Reliability of the 1993 Census Estimates
Reliability of the Estimates
An estimate based on a sample
survey potentially contains two types of
errors— sampling and nonsampling.
Sampling errors occur because the
estimate is based on a sample, not on the
entire universe. Nonsampling errors can
be attributed to many sources in the
collection and processing of the data. The
accuracy of a survey result is affected
jointly by the two types of errors. The
following is a description of the sampling
and nonsampling errors associated with
the estimates computed from the 1993
Commodity Flow Survey (CFS).
Measures of Sampling Variability
Because the estimates were based
on a sample, exact agreement with the
results that would be obtained from a
complete census of establishments in the
CFS frame using the same enumeration
procedure was not expected. How-ever,
because each establishment in the
Standard Statistical Establishment List
(SSEL) in the specified Standard
Industrial Classifications (SIC) had a
known probability of being selected into
the sample, it is possible to estimate the
sampling variability of the estimates.
The standard error of the estimate
is a measure of the variability among the
values of the estimate computed from all
possible samples of the same size and
design. Thus, it is a measure of the
precision with which an estimate from a
particular sample approximates the
results of a complete enumeration. The
coefficient of variation is the standard
error of the estimate divided by the value
being estimated. It is expressed as a
percent. Note that measures of sampling
variability, such as the standard error or
coefficient of variation, are estimated from
the sample and are also subject to
sampling variability. Coefficients of
variation for number of shipments, dollar
value, shipment weight (tons), and tonmiles
estimates are shown in tables B- 1
through B- 7 in this appendix. Standard
errors for the corresponding percentage
estimates are also shown there.
The standard errors and
coefficients of variation presented in these
tables permit certain confidence
statements about the sample estimates.
The particular sample used in this survey
was one of a large number of samples of
the same size that could have been
selected using the same design. In about 9
out of 10 (90 percent) of these samples, the
estimates would differ from the results of
a complete enumeration by less than 1.65
times the standard error of the estimate.
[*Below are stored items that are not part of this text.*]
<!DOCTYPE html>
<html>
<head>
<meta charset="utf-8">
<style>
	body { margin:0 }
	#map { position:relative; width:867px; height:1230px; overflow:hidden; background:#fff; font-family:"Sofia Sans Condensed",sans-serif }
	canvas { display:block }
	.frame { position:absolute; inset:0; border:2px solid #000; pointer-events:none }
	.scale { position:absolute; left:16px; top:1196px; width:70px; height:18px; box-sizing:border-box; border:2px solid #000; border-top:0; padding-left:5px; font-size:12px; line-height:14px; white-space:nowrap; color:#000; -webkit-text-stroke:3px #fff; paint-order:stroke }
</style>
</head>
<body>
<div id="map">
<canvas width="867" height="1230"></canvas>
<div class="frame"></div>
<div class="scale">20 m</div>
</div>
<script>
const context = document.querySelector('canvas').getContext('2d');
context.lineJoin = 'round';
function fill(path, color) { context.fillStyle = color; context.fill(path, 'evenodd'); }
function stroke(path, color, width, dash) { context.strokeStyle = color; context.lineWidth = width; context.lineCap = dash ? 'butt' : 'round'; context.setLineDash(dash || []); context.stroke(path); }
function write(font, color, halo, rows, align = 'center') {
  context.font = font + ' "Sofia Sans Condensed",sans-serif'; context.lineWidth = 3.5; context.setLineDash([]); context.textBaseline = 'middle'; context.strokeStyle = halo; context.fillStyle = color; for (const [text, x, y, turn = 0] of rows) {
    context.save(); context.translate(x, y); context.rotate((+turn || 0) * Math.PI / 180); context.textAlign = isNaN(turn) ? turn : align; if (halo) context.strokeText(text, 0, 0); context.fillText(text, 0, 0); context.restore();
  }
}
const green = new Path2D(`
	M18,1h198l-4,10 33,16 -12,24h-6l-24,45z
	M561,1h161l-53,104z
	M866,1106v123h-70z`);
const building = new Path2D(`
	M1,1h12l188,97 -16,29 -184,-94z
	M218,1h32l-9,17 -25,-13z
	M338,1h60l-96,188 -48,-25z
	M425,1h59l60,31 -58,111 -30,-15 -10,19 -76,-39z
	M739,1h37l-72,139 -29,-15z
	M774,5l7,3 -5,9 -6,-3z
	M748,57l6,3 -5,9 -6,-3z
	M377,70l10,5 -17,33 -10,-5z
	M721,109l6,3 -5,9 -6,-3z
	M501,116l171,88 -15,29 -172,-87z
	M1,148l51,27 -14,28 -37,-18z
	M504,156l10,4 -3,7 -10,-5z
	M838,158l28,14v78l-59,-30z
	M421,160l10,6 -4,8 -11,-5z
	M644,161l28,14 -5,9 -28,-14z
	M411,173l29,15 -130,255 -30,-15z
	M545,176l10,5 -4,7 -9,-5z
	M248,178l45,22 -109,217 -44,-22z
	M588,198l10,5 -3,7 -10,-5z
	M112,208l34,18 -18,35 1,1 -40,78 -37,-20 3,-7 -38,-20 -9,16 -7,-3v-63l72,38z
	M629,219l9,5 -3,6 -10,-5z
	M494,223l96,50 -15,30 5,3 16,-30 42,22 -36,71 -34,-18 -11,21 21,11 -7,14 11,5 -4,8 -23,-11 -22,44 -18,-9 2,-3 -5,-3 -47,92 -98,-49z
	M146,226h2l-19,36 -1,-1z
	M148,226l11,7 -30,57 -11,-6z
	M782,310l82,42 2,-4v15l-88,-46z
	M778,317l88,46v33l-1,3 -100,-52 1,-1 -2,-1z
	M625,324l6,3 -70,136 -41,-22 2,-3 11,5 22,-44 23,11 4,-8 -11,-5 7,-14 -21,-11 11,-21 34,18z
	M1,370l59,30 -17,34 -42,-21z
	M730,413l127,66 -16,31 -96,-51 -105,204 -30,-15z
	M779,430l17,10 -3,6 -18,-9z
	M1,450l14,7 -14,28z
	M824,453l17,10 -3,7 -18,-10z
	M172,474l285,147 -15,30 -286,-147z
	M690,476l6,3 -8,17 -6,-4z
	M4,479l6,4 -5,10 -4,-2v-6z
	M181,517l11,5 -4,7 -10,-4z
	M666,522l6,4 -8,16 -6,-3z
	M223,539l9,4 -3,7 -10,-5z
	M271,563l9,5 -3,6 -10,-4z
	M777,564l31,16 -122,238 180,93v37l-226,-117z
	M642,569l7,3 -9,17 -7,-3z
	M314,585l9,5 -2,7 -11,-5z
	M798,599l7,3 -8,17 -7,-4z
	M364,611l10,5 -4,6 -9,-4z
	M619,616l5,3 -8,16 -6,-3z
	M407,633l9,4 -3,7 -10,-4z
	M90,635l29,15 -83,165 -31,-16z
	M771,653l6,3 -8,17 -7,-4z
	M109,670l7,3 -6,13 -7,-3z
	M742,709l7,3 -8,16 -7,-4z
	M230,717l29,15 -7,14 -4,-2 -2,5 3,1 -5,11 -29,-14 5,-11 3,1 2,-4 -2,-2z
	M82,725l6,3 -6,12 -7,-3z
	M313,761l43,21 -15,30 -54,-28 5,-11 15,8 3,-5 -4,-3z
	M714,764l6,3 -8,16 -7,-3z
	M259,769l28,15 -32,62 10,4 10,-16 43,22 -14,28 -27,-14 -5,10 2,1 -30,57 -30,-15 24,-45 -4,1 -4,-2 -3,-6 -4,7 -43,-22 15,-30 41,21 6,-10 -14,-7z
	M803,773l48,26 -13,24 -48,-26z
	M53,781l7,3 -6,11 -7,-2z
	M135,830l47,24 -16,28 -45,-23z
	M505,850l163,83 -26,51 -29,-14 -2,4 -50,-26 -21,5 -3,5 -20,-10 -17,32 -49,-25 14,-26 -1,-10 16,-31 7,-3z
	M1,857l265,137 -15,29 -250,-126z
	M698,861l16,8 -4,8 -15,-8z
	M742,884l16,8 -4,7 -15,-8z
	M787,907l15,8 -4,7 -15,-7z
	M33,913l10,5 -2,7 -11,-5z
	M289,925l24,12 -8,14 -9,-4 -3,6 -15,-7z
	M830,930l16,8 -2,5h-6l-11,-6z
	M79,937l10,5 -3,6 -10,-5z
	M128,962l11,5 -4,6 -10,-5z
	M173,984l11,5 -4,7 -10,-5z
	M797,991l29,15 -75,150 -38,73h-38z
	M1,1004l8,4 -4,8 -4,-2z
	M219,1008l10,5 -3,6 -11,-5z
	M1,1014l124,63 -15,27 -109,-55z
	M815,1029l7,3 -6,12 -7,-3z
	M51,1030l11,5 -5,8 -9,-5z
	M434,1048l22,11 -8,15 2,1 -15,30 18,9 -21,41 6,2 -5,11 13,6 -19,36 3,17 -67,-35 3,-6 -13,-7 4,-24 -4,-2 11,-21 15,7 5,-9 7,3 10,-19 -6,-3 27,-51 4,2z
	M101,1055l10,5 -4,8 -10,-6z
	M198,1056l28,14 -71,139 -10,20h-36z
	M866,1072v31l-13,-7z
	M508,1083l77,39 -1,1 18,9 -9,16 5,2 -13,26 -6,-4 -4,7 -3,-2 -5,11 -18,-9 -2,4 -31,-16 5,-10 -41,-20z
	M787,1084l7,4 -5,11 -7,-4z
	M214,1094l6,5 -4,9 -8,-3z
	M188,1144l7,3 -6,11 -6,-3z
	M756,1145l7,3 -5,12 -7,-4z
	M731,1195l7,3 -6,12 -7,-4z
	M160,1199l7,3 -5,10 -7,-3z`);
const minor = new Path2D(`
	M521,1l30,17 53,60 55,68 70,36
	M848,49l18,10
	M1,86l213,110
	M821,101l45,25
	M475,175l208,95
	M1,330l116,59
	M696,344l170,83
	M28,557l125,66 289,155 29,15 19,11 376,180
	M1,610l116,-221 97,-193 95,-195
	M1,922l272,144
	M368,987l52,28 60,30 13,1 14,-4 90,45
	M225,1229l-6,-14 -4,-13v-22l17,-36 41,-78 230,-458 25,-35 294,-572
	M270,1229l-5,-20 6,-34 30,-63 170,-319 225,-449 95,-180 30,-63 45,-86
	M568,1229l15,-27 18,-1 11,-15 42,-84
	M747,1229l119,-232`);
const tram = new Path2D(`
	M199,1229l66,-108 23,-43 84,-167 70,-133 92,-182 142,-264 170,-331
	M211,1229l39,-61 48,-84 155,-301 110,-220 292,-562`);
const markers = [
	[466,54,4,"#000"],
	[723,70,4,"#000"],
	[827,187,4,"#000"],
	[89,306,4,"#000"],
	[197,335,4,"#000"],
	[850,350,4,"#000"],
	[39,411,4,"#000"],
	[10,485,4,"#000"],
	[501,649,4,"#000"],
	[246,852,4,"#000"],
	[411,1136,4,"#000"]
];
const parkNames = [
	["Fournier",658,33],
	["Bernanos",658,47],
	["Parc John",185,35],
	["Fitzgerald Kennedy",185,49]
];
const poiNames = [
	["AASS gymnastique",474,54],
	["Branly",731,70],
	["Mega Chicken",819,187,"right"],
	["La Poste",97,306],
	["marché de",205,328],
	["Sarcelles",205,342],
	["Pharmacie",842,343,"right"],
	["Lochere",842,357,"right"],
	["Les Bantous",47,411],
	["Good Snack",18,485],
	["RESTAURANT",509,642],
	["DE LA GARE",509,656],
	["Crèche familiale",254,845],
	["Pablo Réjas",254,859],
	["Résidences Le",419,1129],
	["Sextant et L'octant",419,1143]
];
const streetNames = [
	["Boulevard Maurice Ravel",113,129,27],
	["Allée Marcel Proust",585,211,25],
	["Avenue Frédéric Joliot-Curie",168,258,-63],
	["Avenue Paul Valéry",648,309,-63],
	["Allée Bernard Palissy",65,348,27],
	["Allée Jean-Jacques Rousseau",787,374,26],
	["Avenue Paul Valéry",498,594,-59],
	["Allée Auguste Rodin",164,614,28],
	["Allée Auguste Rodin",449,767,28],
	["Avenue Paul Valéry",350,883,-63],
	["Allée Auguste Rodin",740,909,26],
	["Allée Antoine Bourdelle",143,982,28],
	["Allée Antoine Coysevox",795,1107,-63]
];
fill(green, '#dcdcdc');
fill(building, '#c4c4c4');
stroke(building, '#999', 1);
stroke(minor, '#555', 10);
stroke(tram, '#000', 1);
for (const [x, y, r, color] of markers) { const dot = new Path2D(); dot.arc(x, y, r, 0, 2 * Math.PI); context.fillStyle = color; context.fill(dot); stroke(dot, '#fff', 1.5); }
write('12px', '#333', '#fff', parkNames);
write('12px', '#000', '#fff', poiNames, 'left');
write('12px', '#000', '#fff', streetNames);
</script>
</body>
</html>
In about 19 out of 20 (95 percent) of the
samples, the estimates would differ from
the result of a complete enumeration by
less than twice the standard error of the
estimate.
To illustrate the computations
involved in the above confidence
statements as related to the dollar value
estimates, assume that an estimate of
shipment value published in table 6 is
$10,750 million for a particular commodity
and mode of transportation, and that the
coefficient of variation for this estimate, as
given in appendix A, table B- 6 is 1. 8
percent, or 0. 018. Multiplying $10,750
million by 0.018 yields the standard error,
$194 million. Typical practice is to
construct a 90- or 95- percent confidence
interval. Multiplying $194 million by 1.65
gives $320 million. Therefore, a 90-
percent confidence interval is $10,430
million to $11,070 million ($ 10,750
million plus or minus $320 million). If
corresponding confidence intervals were
constructed for all possible samples of the
same size and design, approximately 9 out
of 10 (90 percent) of the intervals would
contain the figure obtained from a
complete enumeration. Similarly, a 95-
percent confidence interval is $10,362
million to $11,138 million ($ 10,750
million plus or minus $388 million).
To illustrate the computations
involved related to the percentage
estimates, assume that the percentage
estimate of shipment value published in
table 6 is 25 percent for a particular
commodity and mode of transportation,
and that the standard error of this
estimate, as given in appendix A, table B-
6 is 2. 2 percent, or 0. 022. Multiplying 2.2
percent by 1.65 gives 3. 6 percent. So a 90-
percent confidence interval is 21.4 percent
to 28.6 percent (25 percent plus or minus
3. 6 percent.) If corresponding confidence
intervals were constructed for all possible
samples of the same size and design,
approximately 9 out of 10 (90 percent) of
the intervals would contain the figure
obtained from a complete enumeration.
Nonsampling Errors
As calculated for this report, the
standard error and coefficient of variation
measures sampling errors but does not
measure any systematic biases in the
data. Bias is the difference, averaged over
all possible samples of the same size and
design, between the estimate and the true
value being estimated.
In the CFS as in other surveys
nonsampling errors can be attributed to
many sources: (1) inability to obtain
information about all cases in the sample,
(2) response errors, (3) definitional
difficulties, (4) differences in the
interpretation of questions, (5) mistakes in
coding or recoding the data obtained, and
(6) other errors of collection, response,
coverage, and estimation. These
nonsampling errors also occur in complete
censuses.
Some sources of error are specific
to the CFS: (1) Some respondents may
have sampled incorrectly when selecting a
sample of their documents, (2) some
reporters may have used but not reported
other units for their measurements— tons
instead of pounds, dollars instead of
thousands of dollars, etc., (3) on any
shipment selected for sample, only the
major commodity (by weight) was
reported; secondary commodities within
shipments were not recorded. Although
unlikely, this might lead to a net
undercoverage of some secondary
commodities. These and other problems
could yield a bias of undetermined amount
in certain estimates.
Another possible source of bias in
estimating the number of shipments,
value, shipment weight (tons), and tonmiles
is the imputation of missing data
and for data which fail edit. Any
systematic error in the imputation
procedure can introduce bias into the
estimates.
Although no direct measurement
of the biases due to nonsampling error has
been obtained, precautionary steps were
taken in all phases of the collection,
processing, and tabulation of the data in
an effort to minimize their influence.
Biases in the published estimates
are due in large part to imputing data for
nonrespondents and for data which fail
edit. The overall imputation rate for the
survey was 30 to 40 percent.
|